[Saved entries]
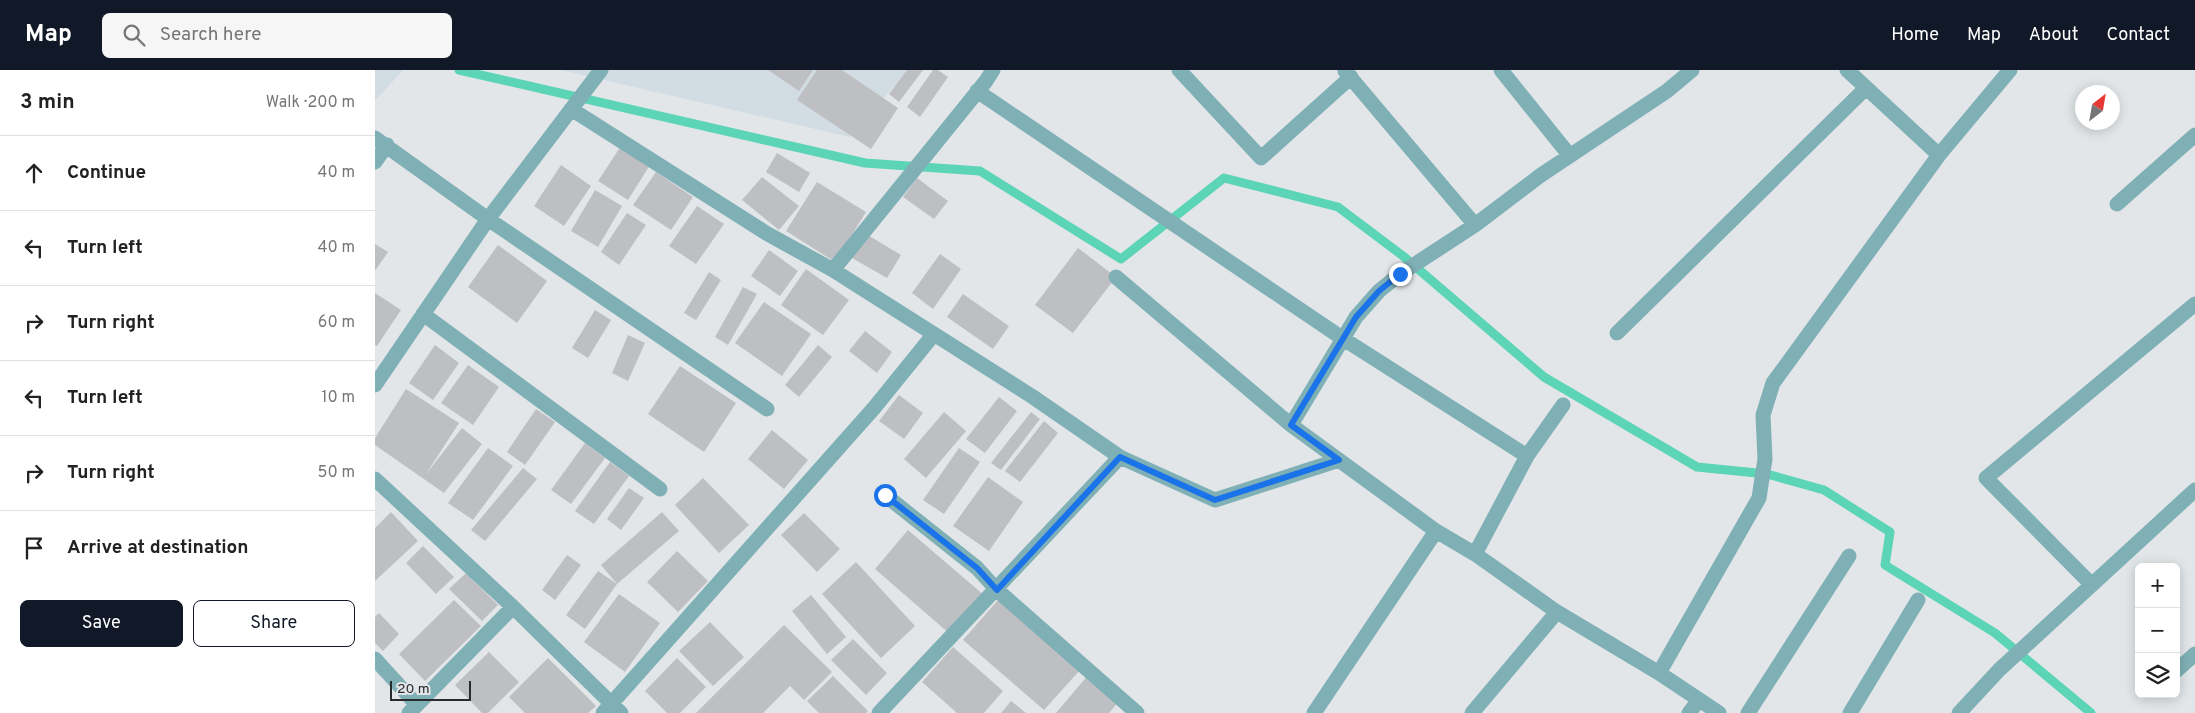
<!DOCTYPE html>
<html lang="en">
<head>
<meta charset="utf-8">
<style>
  :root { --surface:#fff; --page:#f6f6f6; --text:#222; --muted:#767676; --line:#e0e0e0; --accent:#111827 }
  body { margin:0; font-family:Overpass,sans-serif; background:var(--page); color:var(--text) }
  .controls { position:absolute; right:15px; bottom:15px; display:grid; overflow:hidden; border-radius:8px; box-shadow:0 2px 12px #0003 }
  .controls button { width:45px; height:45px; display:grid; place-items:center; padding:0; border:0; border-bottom:1px solid var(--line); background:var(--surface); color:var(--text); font:25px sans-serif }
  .compass { position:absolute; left:1700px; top:15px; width:45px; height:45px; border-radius:50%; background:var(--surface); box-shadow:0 2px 12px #0003; rotate:31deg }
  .scale { position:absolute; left:15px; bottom:12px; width:81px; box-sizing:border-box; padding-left:5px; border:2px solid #292b2c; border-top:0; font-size:14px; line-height:18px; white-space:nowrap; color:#292b2c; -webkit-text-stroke:4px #e2e6e8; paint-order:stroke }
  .stop { position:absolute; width:15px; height:15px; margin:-11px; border:4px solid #1a73e8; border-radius:50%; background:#fff }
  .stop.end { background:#1a73e8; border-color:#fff; box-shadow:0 1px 5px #0008 }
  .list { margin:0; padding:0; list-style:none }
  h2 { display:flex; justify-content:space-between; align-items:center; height:65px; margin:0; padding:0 20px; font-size:21px }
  h2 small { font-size:16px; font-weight:400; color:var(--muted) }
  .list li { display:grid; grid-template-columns:32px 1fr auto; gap:15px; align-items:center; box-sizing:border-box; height:75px; padding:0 20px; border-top:1px solid var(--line) }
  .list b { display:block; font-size:19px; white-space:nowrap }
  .list em { font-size:16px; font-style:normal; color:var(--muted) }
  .actions { display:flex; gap:10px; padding:15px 20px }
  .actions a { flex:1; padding:11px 0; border:1px solid var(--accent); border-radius:8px; text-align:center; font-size:18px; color:var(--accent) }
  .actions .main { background:var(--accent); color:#fff }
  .icon { flex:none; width:28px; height:28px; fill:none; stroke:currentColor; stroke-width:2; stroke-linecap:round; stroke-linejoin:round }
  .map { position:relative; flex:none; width:1820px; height:643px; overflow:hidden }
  header { display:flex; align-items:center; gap:30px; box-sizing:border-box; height:70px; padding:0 25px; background:var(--accent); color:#fff }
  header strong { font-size:24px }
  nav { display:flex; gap:28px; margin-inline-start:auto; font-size:18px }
  .search { width:350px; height:45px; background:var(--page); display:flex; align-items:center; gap:12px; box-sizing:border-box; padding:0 18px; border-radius:8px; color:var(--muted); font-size:19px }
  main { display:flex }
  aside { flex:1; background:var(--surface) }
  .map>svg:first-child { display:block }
</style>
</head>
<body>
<header>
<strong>Map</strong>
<div class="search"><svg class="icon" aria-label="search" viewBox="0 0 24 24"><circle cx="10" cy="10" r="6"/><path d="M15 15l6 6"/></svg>Search here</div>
<nav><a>Home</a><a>Map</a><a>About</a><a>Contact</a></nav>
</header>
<main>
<aside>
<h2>3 min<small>Walk · 200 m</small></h2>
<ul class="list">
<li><svg class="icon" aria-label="ahead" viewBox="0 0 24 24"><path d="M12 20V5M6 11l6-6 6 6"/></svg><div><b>Continue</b></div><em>40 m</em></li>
<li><svg class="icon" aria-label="left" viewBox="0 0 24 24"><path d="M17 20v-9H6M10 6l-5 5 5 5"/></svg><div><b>Turn left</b></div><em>40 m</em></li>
<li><svg class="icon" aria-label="right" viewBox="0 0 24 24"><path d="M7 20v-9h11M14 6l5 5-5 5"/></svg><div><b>Turn right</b></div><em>60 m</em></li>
<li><svg class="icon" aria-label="left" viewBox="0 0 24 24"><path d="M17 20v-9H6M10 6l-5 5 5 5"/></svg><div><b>Turn left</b></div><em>10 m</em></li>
<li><svg class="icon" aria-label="right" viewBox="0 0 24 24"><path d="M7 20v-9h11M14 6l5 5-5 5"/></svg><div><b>Turn right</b></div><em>50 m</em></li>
<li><svg class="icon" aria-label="arrive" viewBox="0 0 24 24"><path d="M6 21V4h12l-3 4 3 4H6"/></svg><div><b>Arrive at destination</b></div></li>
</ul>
<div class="actions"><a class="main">Save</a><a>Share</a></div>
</aside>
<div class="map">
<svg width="1820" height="643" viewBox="0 0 1820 643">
  <rect width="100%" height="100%" fill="#e2e6e8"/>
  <!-- built -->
  <path fill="#d1dce3" d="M0,0h28l-28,31z
    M186,0h347l-58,67z"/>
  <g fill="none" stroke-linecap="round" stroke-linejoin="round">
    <!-- stream -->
    <path stroke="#5cd4b6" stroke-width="9" d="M84,0l406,93 115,8 141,88 103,-81 114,29 65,49 141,121 153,90 70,7 57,16 66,42 -5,33 110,68 96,80"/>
  </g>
  <!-- building -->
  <path fill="#bebfc3" d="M393,0h45l-14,21z
    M442,0h25l56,38 -27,41 -74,-49z
    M532,0h16l-24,32 -10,-8z
    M558,0h5l10,7 -28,40 -13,-10z
    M246,76l29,19 -22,35 -30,-19z
    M402,83l33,20 -11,19 -33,-20z
    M186,95l30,21 -27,40 -30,-20z
    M281,102l37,25 -22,33 -38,-25z
    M387,107l37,29 -20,24 -37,-30z
    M542,108l31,23 -14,18 -31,-22z
    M442,112l49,30 -31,50 -49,-31z
    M220,120l27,16 -24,41 -27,-16z
    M322,136l27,18 -28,40 -27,-18z
    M252,143l19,12 -27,40 -18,-13z
    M491,164l35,21 -14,23 -35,-20z
    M0,174l13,8 -13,19z
    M123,175l49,36 -30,42 -49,-36z
    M703,178l38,29 -43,56 -38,-28z
    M394,180l29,21 -18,25 -29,-20z
    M565,184l21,15 -28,40 -21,-16z
    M431,199l43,31 -26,35 -42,-30z
    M334,202l12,8 -25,40 -12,-7z
    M368,217l14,7 -29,51 -13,-8z
    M0,223l26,17 -24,36 -2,-1z
    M588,224l46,32 -16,23 -46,-32z
    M389,232l47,32 -29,42 -47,-33z
    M220,240l16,10 -23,38 -16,-10z
    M490,261l27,21 -15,21 -28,-22z
    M253,265l17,8 -17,38 -16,-8z
    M60,275l24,18 -26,37 -24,-17z
    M443,275l14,12 -33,40 -14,-12z
    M93,295l31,22 -26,38 -32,-22z
    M305,296l56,37 -32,49 -56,-38z
    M31,319l53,34 -33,51 36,-46 20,16 -38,49 -69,-48v-7z
    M524,325l24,18 -19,26 -25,-18z
    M624,327l18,14 -32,42 -19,-14z
    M161,339l19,13 -30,43 -18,-13z
    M569,342l22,19 -40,47 -22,-19z
    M656,342l9,7 -39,51 -10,-7z
    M669,351l14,12 -38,49 -15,-11z
    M397,360l36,30 -24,29 -36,-30z
    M210,373l20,15 -34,46 -20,-14z
    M113,378l25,18 -40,54 -25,-17z
    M584,378l21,14 -36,52 -21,-14z
    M235,392l19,14 -35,48 -19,-13z
    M148,398l14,11 -52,62 -14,-11z
    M613,407l35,25 -34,49 -36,-25z
    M328,408l46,47 -30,28 -44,-48z
    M254,418l15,10 -23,32 -14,-11z
    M16,442l27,29 -43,40v-53z
    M287,442l17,19 -62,53 -32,45 -19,-14 32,-44 19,13 -16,-19z
    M429,443l36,36 -23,23 -36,-37z
    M533,460l77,66 -34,39 -76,-66z
    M48,476l31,31 -18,17 -30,-31z
    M302,481l31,30 -30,31 -31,-30z
    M192,485l14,10 -26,35 -13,-10z
    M481,492l59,64 -34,32 -59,-64z
    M91,503l32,32 -16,16 -33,-32z
    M244,524l41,29 -35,49 -41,-30z
    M436,525l35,42 -19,17 -35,-43z
    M79,530l27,26 -56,55 -26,-27z
    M623,530l82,70 -36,40 -81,-70z
    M4,543l20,21 -16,17 -8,-8v-26z
    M335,552l34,35 -31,29 -34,-35z
    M409,555l48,47 -28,28 -14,-14 -27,27h-67z
    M478,569l34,34 -21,22 -35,-35z
    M578,577l50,44 -19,22h-27l-35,-31z
    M114,582l30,30 -31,31h-6l-27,-28z
    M173,588l48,48 -8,7h-63l-16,-16z
    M302,588l29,29 -26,26h-13l-22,-22z
    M714,604l31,26 -11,13h-53z
    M458,606l35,35 -2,2h-47l-12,-12z
    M636,631l15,12h-25z"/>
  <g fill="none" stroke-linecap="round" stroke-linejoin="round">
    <!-- street -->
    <path stroke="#7fb0b6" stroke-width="15" d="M804,0l82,88 90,-81
      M1126,0l69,86
      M1472,0l92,85
      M970,1l130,154
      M602,21l365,247 185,118 36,-51
      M196,39l195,124 67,37
      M0,68l113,81 279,190
      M0,92l12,-17
      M1742,134l78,-69
      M741,207l175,148 145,106 39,23 82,58 102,61 60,40
      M48,244l237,175
      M1242,263l249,-245
      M0,315l113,-166 113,-149
      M916,355l65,-108 23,-26 21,-17 75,-49 66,-50 126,-84 25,-21
      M745,387l95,43 124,-40
      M0,409l138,128 108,106
      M510,425l92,73 20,22 140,123
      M1100,484l52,-98
      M1717,515l-106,-107 209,-174
      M0,589l42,46
      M1801,601l19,-17
      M1284,603l100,-175 6,-39 -2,-44 10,-32 166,-228 71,-85
      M34,643l104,-106
      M228,643l271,-305 60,-74
      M504,643l241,-256 -87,-60 -200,-127 153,-189 7,-11
      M939,643l122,-182
      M1097,643l85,-101
      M1314,643l10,-13
      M1373,643l101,-157
      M1475,643l68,-113
      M1584,643l40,-43 196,-180"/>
  </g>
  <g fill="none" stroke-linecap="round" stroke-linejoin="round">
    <!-- route -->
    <path stroke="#1a73e8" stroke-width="6" d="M510,425l92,73 20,22 123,-133 95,43 124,-40 -48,-35 65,-108 23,-26 21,-17"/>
  </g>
</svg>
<div class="controls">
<button>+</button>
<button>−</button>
<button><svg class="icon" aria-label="layers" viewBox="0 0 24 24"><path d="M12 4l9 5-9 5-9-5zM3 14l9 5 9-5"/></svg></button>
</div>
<svg class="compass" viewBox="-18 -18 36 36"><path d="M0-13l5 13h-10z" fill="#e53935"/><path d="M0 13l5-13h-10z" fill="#767676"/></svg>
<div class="scale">20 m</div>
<div class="stop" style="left:510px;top:425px"></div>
<div class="stop end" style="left:1025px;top:204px"></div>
</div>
</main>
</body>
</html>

▸ AIM OF THE EXERCISE: Every line of the data above that includes "white" should be listed.

▸ SOLUTION FOR THIS TASK:
  .scale { position:absolute; left:15px; bottom:12px; width:81px; box-sizing:border-box; padding-left:5px; border:2px solid #292b2c; border-top:0; font-size:14px; line-height:18px; white-space:nowrap; color:#292b2c; -webkit-text-stroke:4px #e2e6e8; paint-order:stroke }
  .list b { display:block; font-size:19px; white-space:nowrap }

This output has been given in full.